**YOUR INSTRUCTIONS:** Which lines below contain "Left"? Pull them out.

**RECORDS SHOWN:**
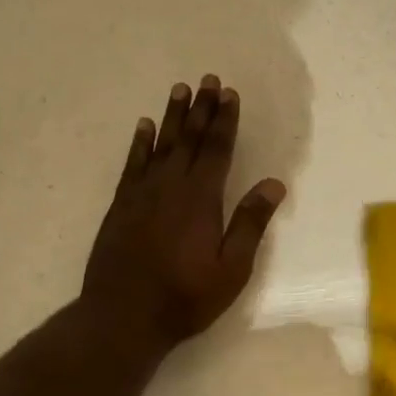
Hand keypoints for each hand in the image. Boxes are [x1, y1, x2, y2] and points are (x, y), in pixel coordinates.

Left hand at [80, 75, 285, 352]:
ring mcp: (141, 194)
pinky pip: (132, 163)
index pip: (216, 150)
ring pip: (160, 144)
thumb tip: (274, 184)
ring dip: (172, 116)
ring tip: (180, 89)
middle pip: (189, 139)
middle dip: (201, 109)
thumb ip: (250, 223)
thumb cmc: (185, 297)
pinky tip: (143, 126)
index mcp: (201, 199)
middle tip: (208, 80)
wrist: (123, 316)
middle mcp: (170, 186)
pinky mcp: (121, 205)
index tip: (230, 94)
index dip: (225, 121)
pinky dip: (139, 143)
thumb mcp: (231, 269)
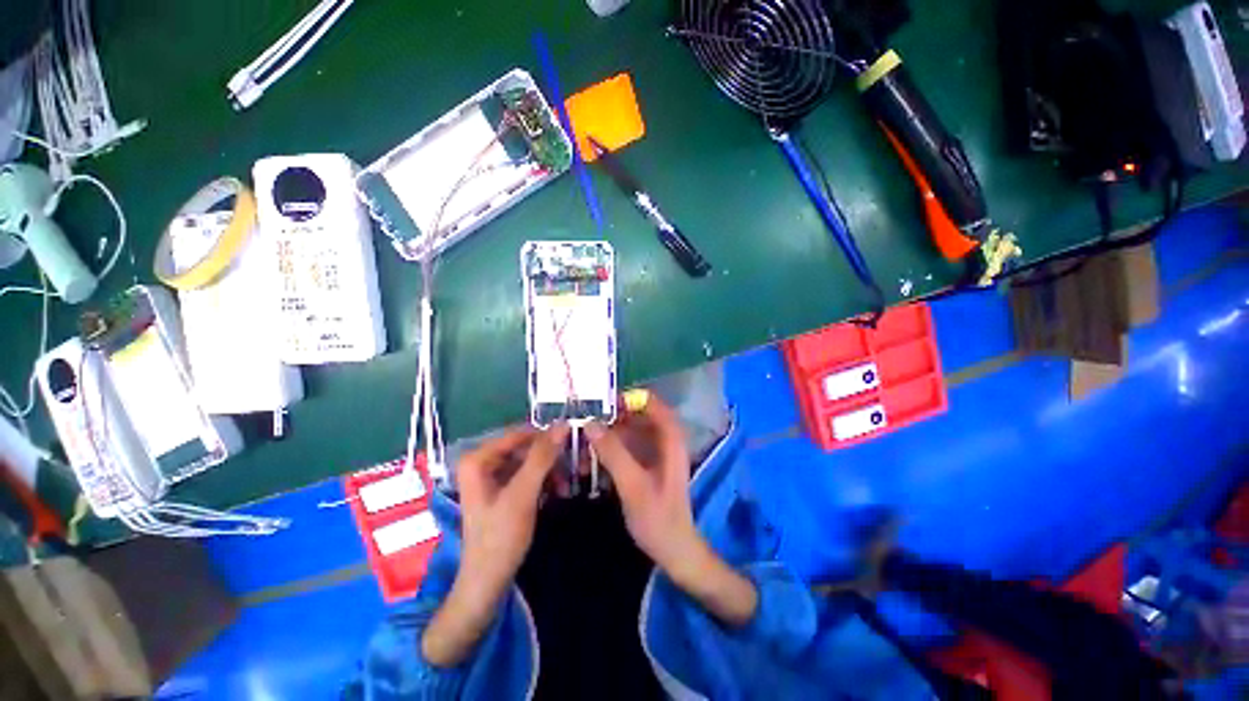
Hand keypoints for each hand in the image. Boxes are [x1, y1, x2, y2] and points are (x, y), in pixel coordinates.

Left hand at [457, 424, 568, 594]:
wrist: (488, 581)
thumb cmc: (500, 537)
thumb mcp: (522, 495)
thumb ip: (541, 458)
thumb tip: (563, 424)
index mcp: (477, 459)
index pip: (519, 434)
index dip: (547, 436)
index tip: (573, 441)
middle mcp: (482, 462)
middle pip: (525, 447)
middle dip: (550, 457)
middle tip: (574, 466)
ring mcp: (492, 476)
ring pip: (530, 460)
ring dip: (550, 469)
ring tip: (566, 484)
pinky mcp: (502, 489)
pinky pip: (528, 473)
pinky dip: (544, 479)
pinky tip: (558, 491)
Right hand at [585, 396, 697, 572]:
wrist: (674, 550)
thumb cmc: (658, 518)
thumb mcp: (633, 485)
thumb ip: (613, 452)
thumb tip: (590, 423)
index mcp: (670, 438)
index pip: (651, 402)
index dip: (627, 397)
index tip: (599, 403)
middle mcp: (664, 439)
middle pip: (637, 414)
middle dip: (611, 417)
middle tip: (583, 423)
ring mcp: (656, 452)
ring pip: (629, 430)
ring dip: (607, 435)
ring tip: (582, 443)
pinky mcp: (647, 464)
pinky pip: (627, 447)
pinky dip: (610, 450)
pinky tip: (591, 462)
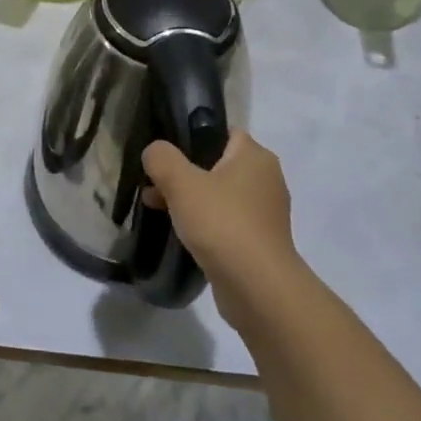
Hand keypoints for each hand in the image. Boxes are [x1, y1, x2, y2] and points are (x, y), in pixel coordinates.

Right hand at [142, 132, 296, 291]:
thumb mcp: (181, 183)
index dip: (192, 137)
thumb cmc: (222, 223)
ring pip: (220, 195)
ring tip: (158, 209)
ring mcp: (265, 213)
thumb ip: (162, 158)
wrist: (258, 288)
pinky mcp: (260, 242)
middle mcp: (266, 179)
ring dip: (191, 200)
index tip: (165, 153)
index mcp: (255, 156)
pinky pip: (226, 222)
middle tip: (154, 184)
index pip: (222, 132)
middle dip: (184, 173)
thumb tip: (154, 151)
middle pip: (217, 164)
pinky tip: (182, 234)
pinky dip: (205, 224)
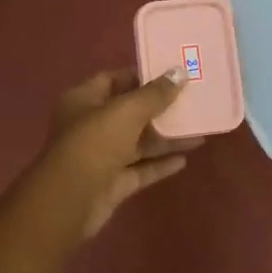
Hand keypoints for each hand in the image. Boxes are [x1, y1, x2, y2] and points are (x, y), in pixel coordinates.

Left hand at [37, 68, 202, 239]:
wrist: (71, 200)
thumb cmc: (94, 142)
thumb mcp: (127, 110)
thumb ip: (155, 93)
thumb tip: (179, 72)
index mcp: (83, 100)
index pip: (113, 79)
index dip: (141, 76)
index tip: (172, 74)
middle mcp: (90, 126)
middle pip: (129, 112)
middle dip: (160, 108)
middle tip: (193, 101)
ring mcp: (102, 156)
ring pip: (139, 142)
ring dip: (167, 137)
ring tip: (199, 131)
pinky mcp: (113, 183)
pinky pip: (141, 169)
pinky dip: (161, 164)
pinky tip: (185, 159)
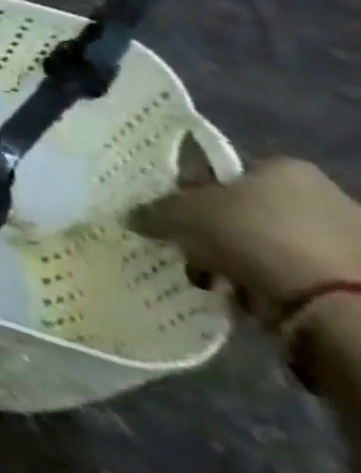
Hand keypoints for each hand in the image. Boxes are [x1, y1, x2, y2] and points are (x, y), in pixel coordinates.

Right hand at [130, 158, 360, 324]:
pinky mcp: (352, 280)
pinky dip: (269, 286)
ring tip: (214, 280)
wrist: (333, 303)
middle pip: (247, 211)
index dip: (192, 191)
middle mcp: (323, 196)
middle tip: (188, 249)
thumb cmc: (252, 235)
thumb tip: (133, 216)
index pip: (226, 173)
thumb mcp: (179, 214)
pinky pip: (293, 276)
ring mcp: (346, 241)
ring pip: (268, 246)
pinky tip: (248, 298)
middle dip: (216, 233)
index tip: (172, 213)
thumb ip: (152, 211)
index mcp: (286, 168)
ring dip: (238, 262)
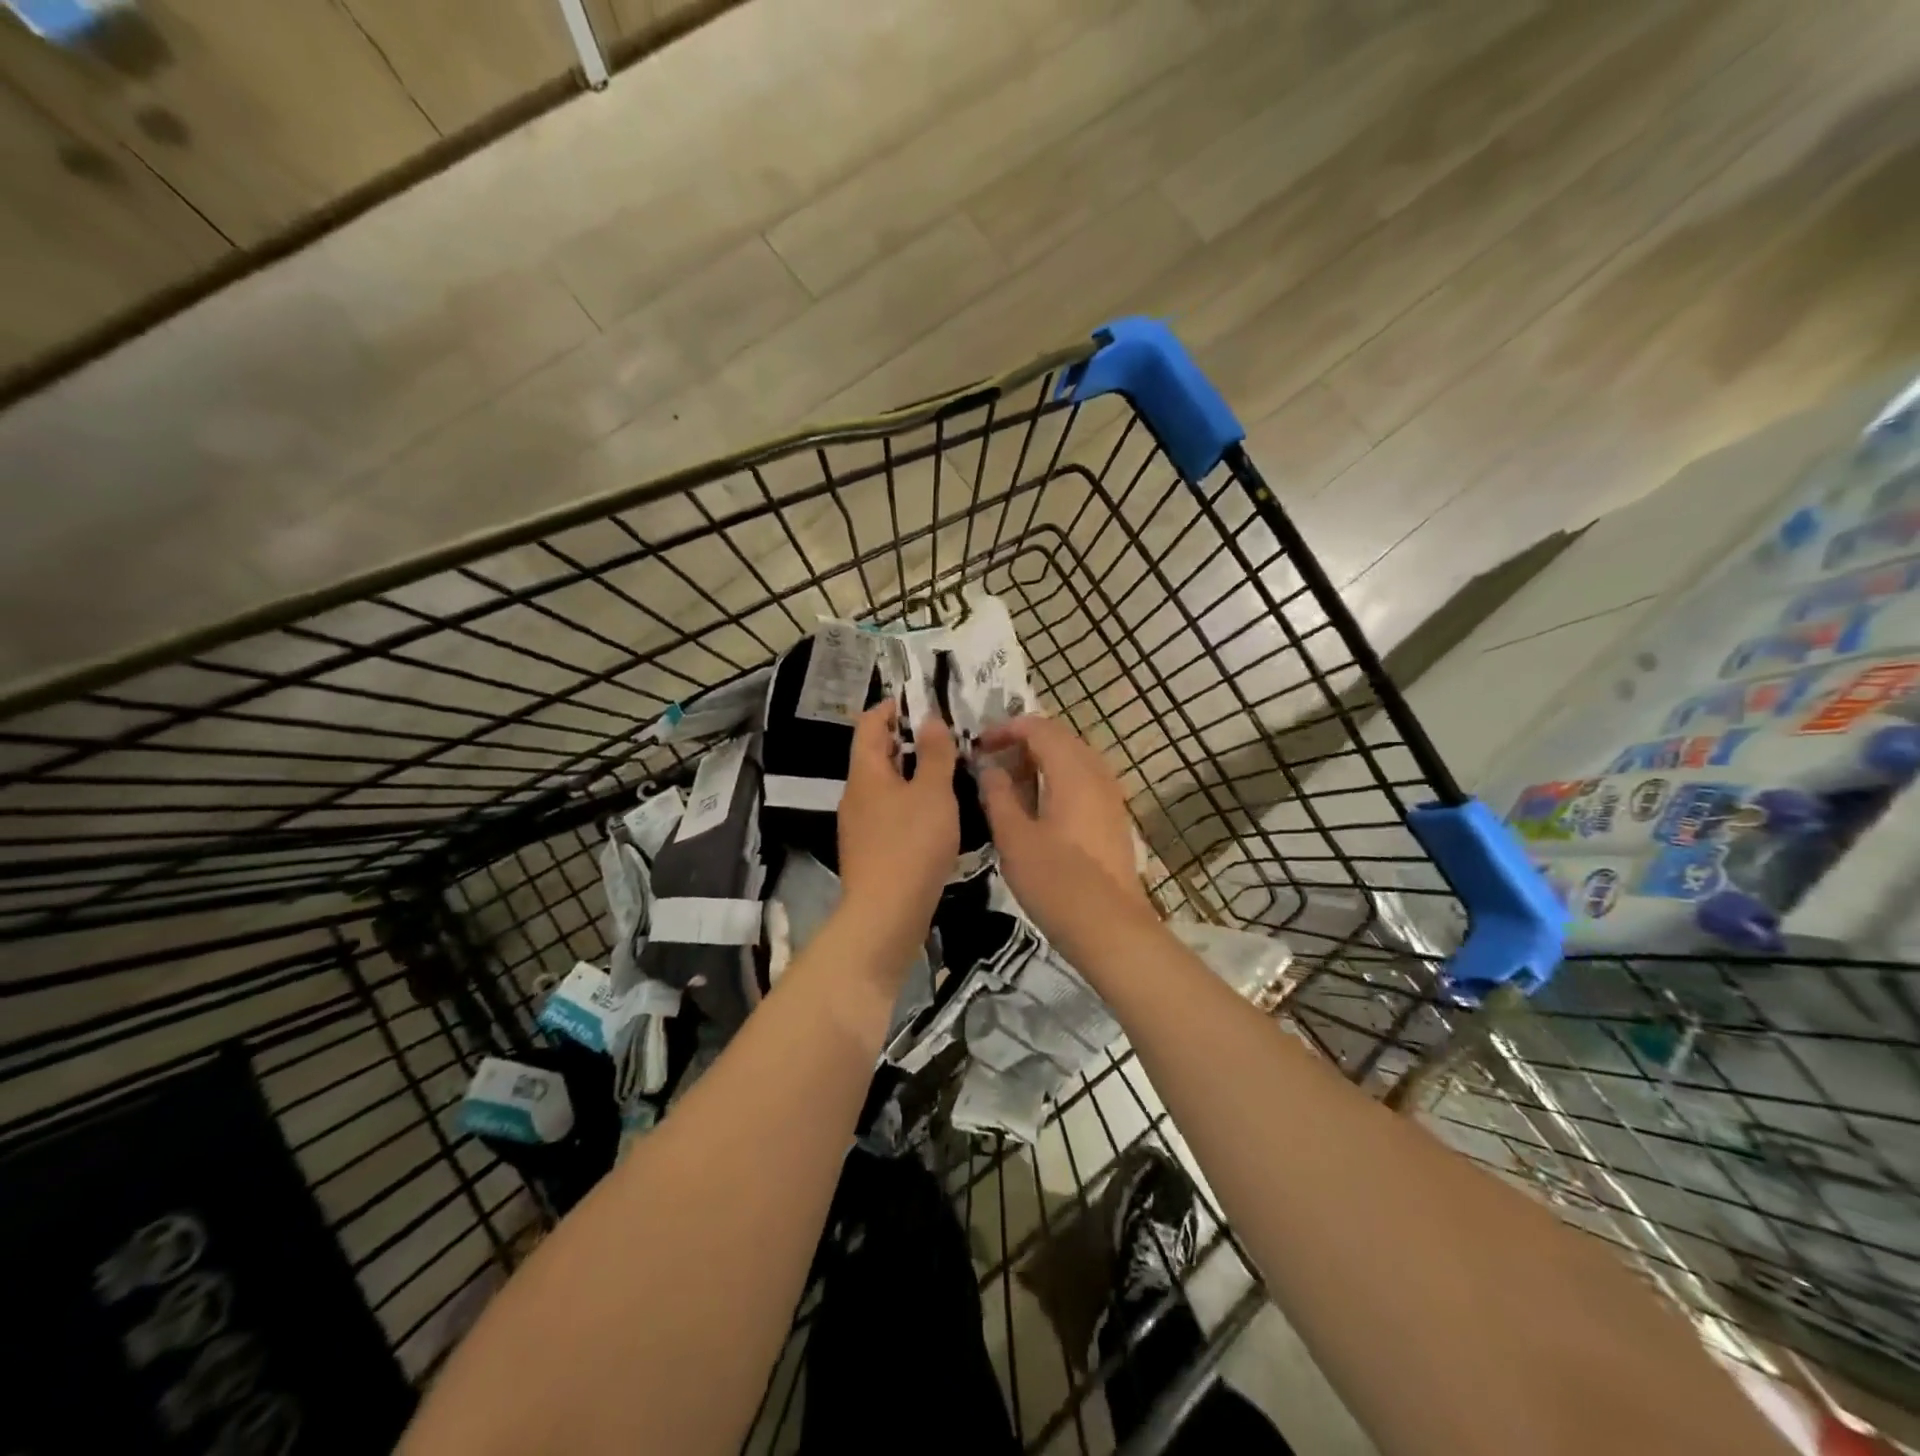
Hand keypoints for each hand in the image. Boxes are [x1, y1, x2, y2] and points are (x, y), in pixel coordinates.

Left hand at [837, 702, 958, 967]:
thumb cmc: (911, 844)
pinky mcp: (870, 850)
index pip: (870, 723)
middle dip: (908, 740)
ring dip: (912, 774)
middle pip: (877, 753)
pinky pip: (889, 812)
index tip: (924, 703)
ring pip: (885, 785)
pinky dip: (910, 802)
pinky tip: (936, 815)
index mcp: (865, 772)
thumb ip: (934, 753)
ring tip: (949, 773)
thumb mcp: (933, 792)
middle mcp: (855, 793)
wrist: (886, 914)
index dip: (893, 706)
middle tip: (947, 738)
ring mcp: (859, 824)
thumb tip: (930, 719)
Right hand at [976, 715, 1154, 950]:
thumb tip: (988, 768)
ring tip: (1011, 786)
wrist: (1110, 928)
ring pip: (1074, 760)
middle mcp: (1097, 775)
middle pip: (1060, 738)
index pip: (1039, 728)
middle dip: (1023, 743)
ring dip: (1042, 762)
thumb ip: (998, 796)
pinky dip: (1058, 781)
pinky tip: (1039, 809)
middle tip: (992, 764)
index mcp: (1072, 771)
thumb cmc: (1056, 881)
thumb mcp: (1014, 837)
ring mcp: (1111, 798)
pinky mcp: (1114, 820)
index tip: (979, 747)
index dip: (1006, 729)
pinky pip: (1084, 782)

**RESPONSE BELOW:**
Left hand at [80, 75, 285, 352]:
Left hand at [457, 424, 568, 594]:
Left hand at [37, 68, 202, 239]:
Left hand at [837, 702, 958, 967]:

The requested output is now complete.